Menos 23 kg – Name revelou detalhes dos problemas intestinais. “Eu estava com uma desinteria espetacular. Aqui tem até um médico bom, agora que eu melhorei, mas isso enfraquece a gente. Eu perdi um quarto do meu peso aqui, tinha 95 e estou com 72 quilos mais ou menos”.

Matança – Sobre a famosa frase do filho de que a suposta organização criminosa liderada pelos Name planejava “a maior matança do MS” e tinha como alvos “de picolezeiro a governador”, o réu disse que Jamilzinho não faria mal a ninguém. Para ele, depois de se divorciar da mãe dos filhos, ele “enlouqueceu”. “Pirou e começou a matar, com a boca, só com a boca, porque ele não mata nenhuma barata. Bebia umas cervejas e falava os diabos, falava coisa que nunca fez”.

Filho – O depoimento de Jamil Name Filho começou por volta das 19h e durou mais de 2 horas. A versão é bem parecida com a do pai. Ele nega qualquer envolvimento com a morte de Matheus Coutinho Xavier, segundo a acusação assassinado no lugar do capitão reformado da PM (Polícia Militar), Paulo Xavier. Disse que jamais faria parte de qualquer tipo de organização criminosa.

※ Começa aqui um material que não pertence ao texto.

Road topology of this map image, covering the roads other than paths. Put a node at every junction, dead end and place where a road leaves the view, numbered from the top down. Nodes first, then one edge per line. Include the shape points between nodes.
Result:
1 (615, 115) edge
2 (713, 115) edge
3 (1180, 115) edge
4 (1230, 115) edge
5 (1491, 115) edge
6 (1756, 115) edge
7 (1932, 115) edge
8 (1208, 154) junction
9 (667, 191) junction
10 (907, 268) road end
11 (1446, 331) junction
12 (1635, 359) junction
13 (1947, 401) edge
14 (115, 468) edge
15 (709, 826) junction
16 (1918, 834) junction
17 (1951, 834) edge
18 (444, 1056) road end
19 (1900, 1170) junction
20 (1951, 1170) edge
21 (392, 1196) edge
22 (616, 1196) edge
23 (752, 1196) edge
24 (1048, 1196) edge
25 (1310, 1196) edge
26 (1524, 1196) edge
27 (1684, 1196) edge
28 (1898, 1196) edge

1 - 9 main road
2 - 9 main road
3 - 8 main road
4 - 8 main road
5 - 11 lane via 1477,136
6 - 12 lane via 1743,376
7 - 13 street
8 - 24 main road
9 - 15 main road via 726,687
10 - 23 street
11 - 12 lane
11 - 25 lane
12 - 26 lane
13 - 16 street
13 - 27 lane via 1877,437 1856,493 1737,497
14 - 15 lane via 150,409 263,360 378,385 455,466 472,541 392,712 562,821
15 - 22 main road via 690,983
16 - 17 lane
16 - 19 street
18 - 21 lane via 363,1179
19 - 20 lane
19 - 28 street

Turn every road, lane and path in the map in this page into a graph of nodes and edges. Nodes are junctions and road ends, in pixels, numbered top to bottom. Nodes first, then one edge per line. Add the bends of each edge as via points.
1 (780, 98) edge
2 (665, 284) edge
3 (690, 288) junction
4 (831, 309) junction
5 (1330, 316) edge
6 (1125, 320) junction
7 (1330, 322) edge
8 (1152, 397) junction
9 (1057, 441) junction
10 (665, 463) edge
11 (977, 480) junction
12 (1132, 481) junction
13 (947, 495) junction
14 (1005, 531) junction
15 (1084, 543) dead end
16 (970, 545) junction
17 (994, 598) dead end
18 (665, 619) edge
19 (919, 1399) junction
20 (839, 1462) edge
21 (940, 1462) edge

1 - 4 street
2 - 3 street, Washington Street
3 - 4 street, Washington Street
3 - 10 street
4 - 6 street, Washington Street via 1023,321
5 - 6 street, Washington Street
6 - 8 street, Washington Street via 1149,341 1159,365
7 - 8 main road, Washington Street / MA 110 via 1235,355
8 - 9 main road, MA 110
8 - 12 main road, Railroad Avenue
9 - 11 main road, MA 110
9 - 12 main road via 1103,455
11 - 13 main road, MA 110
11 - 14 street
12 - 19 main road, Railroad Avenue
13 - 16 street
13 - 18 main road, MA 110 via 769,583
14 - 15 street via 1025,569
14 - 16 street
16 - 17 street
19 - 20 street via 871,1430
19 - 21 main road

Imprimindo dinheiro - Mais uma prova de que o prefeito Marquinhos Trad (PSD) "lança tendência", o Conselho Monetário Nacional aprovou a criação da nota de R$ 200 e vai imprimir dinheiro a partir de agosto. No início da pandemia, quando se falava de risco à economia, o prefeito de Campo Grande foi o primeiro a defender que o mais importante é preservar vidas, porque dinheiro o governo pode imprimir.